Every parent has nightmares about it: being in a store and your child loses all control. It's embarrassing... frustrating...but preventable!
Kids and shopping - some will tell you that the two just don't mix! The children will drive you crazy begging, pleading, and finally throwing tantrums to get you to buy what they want. It's better for everyone (and certainly easier and quicker) to just leave them home, right? WRONG!
With practice, children can learn to be good citizens in public places as they accompany their parents on errands. Like other behaviors, though, your teaching and the child's learning will take time and effort. Your investment now will pay huge dividends in convenience and contentment in the future. Here are some ideas to try to head off trouble at the store.
1. Do a Little Strategic Planning.
There are lots of ways to help your child along the road to acceptable public behavior by manipulating the circumstances of your outing. First of all, be sure the length of time, destination, and time of day are all considered. Don't plan shopping marathons with toddlers! If your child usually naps during the afternoon, plan a morning excursion. If your child dislikes the confinement of a stroller or hand-holding, plan your trip for times when the store is less crowded.
Be sensitive to mealtimes. Generally, the younger the child, the more careful you need to be to respect his or her usual schedule and routine. Even older children, though, have needs in this regard. Older children will be more cooperative if you respect their needs as far as possible, too. Your child may need some time on her own after school, or a calm time before he goes to bed. You can use this knowledge to set the stage for a more pleasant trip.
With planning, you can arrange your errands so that you can take breaks, as well. A trip to the mall doesn't need to be an unbroken series of trips to stores that are not interesting to your child! Plan to visit a few “boring” stores, and then plan a stop that will please your young companion, such as a quick visit to the arcade or mall playground. A few more stores, and then it will be time to head to the ice cream shop for a treat.
This sort of give and take arrangement not only will help the trip to be more pleasant for both of you, but it will also teach your child valuable lessons about how to postpone gratification and wait for the fun.
2. Communicate Your Expectations.
Your trip will go much more smoothly if you and your child have the same ideas about what will and will not happen. Make decisions ahead of time about whether you will plan to eat at a restaurant, whether you will allow purchase of toys, candy, or other treats, and how you will respond if your child behaves inappropriately. Will you allow your child time to shop? Should the child bring money? What stores are on the list to visit and is there flexibility to change the plan, or do you need to be rigid?

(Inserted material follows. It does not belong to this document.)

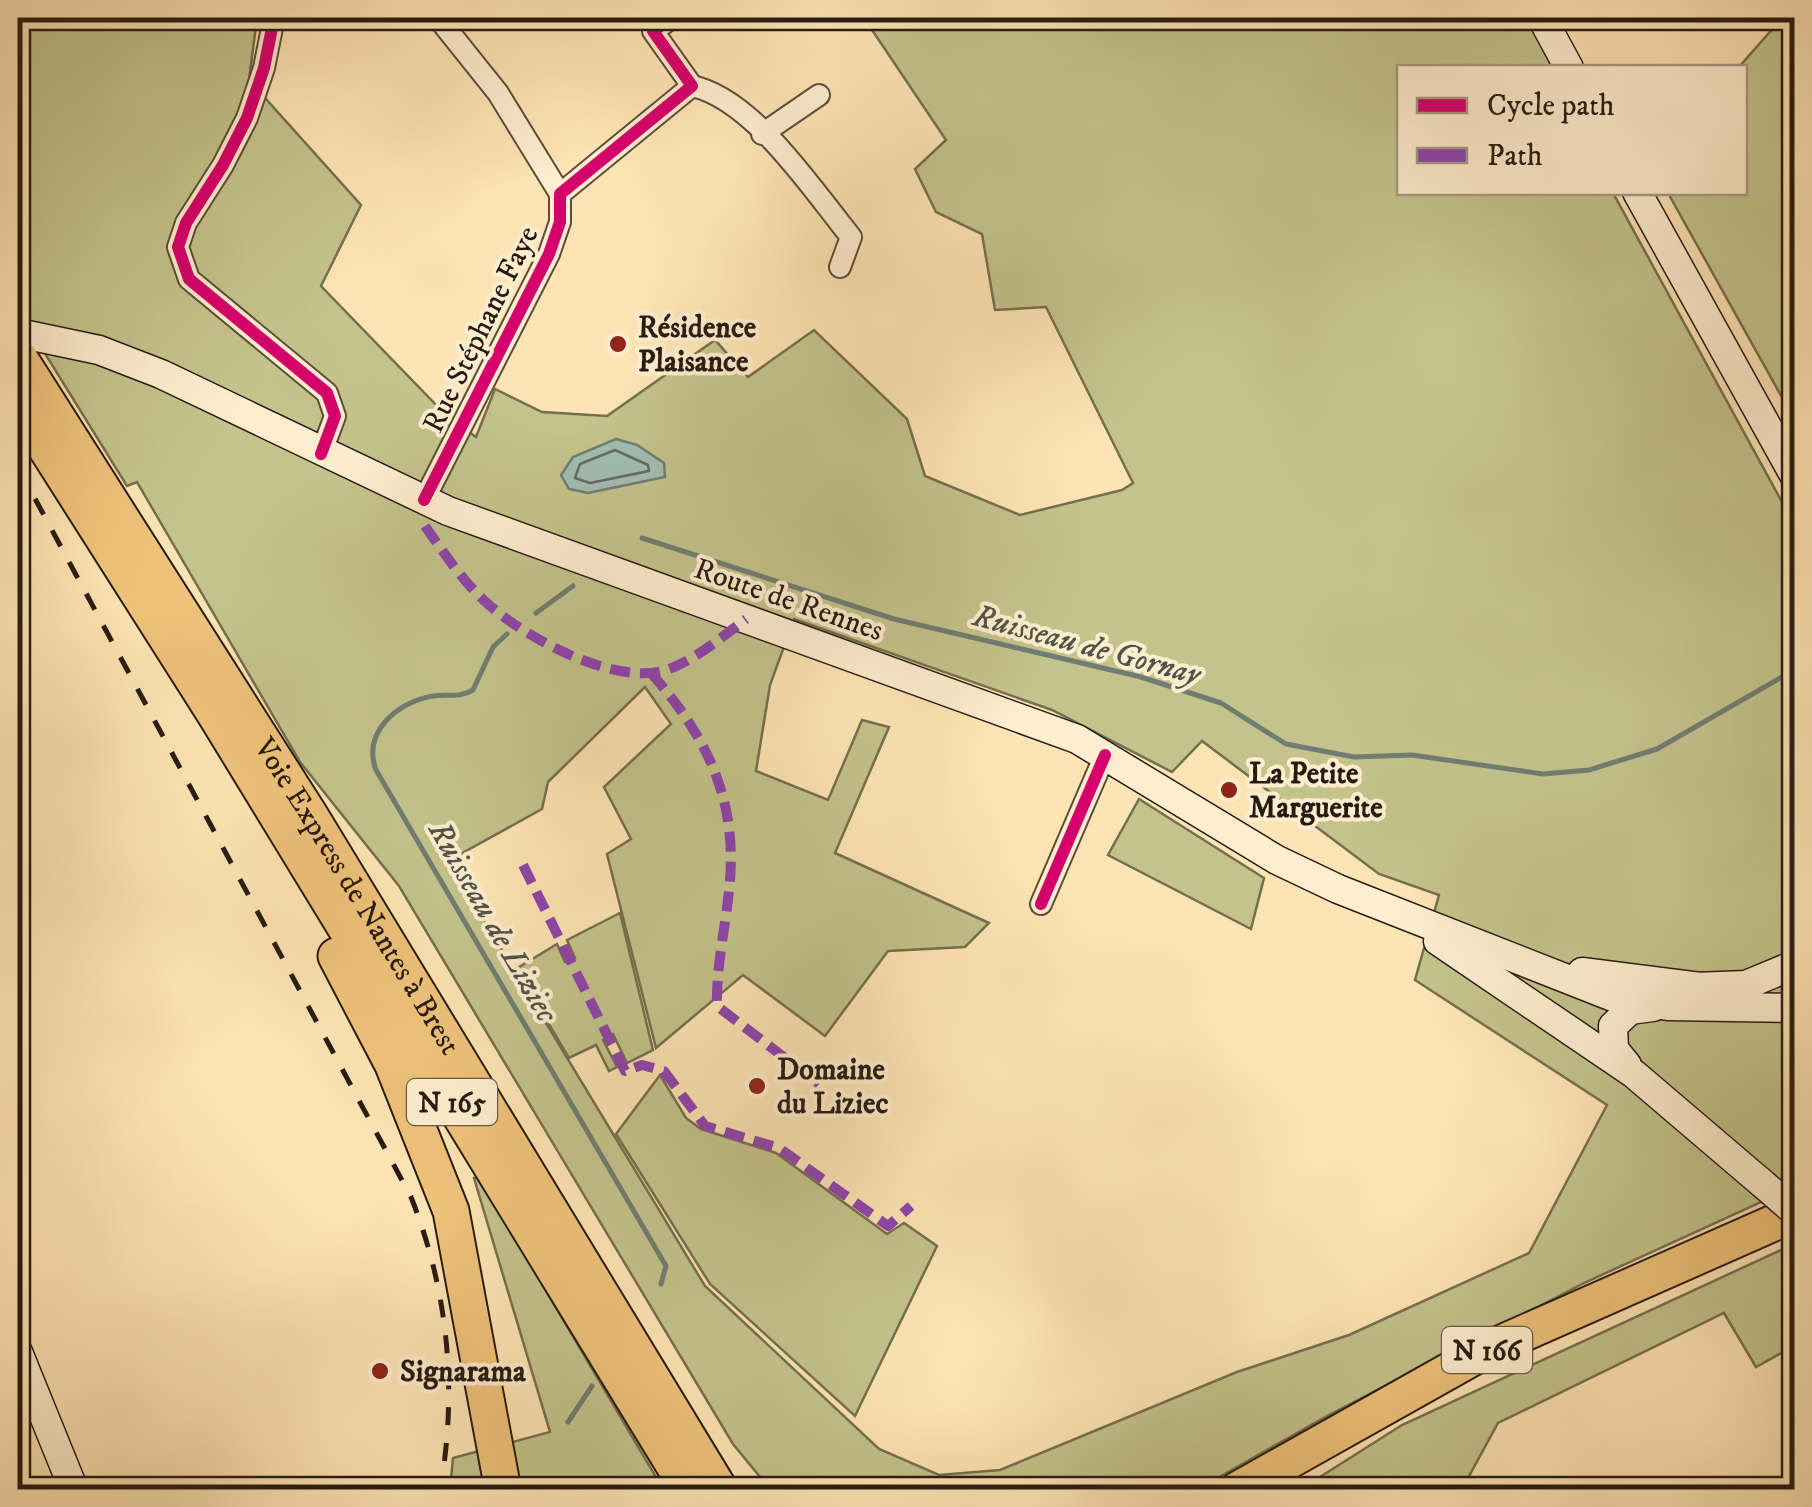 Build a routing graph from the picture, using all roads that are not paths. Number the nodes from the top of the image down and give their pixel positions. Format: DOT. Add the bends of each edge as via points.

Communicate all of these things in advance, using matter-of-fact statements. Giving your child a short itinerary will help ensure cooperation, especially if you can include something your child enjoys late in the outing. On the other hand, giving your child choices where none truly exist (such as asking, “Do you want to go shopping now?” or “Are you ready to go?” when a negative answer will not change the plans for the trip) will only add to your troubles.
It can be difficult to decide how much of the plan to share with youngsters, since changes can upset the child. For example, if you run late at your first stop, there may not be time for that planned excursion to the playground at the end of the shopping trip. Many parents reason that, if the child is not expecting the exciting or fun parts of the outing, he or she will not be disappointed if these do not come to pass.
Also, surprises can be part of the fun. A child who is expecting to tag along on a boring series of errands will be delighted when you pull into a restaurant for a break and a snack. On the other hand, children who do not experience these sorts of disappointments do not have the chance to learn to handle them. Like any other piece of emotional development, managing the disappointment of thwarted plans takes practice. The decision will rest in your hands, but it can be a worthwhile life experience to discover that plans can change and fun things don't always work out as we would hope.
Perhaps your child will be better able to learn this lesson from dealing with occasional small disappointments instead of meeting it for the first time when something important doesn't pan out.
3. Be Firm and Consistent.
Once you have communicated your expectations to your child, stick to your guns! Each time you “give in” to a child who is throwing a tantrum, whining, or engaging in other inappropriate behavior, you set the stage for it to occur again, and soon! Have a plan for handling these situations, be sure to share it with your child, and then FOLLOW THROUGH! Will you simply end the outing when your child behaves inappropriately?
This is probably the most effective strategy, but not always possible. Can you use time out by returning to the car for a short period? Is there a treat that can be earned with appropriate behavior? Older children, usually about three years old or so, can think far enough into the future to delayed rewards or consequences that will happen after the trip. Just remember to communicate the rules, rewards, and consequences ahead of time, and be sure to follow through.
Following these tips will help you teach most children to be good citizens when they are out in public. Your child can learn to behave appropriately, handle disappointments, follow the rules and maintain decorum. Though they may seem like extra work, the rewards of consistency and planning will be well worth your energy! Shopping with your child will grow to be a pleasant outing for you, your family, and those around you in the stores.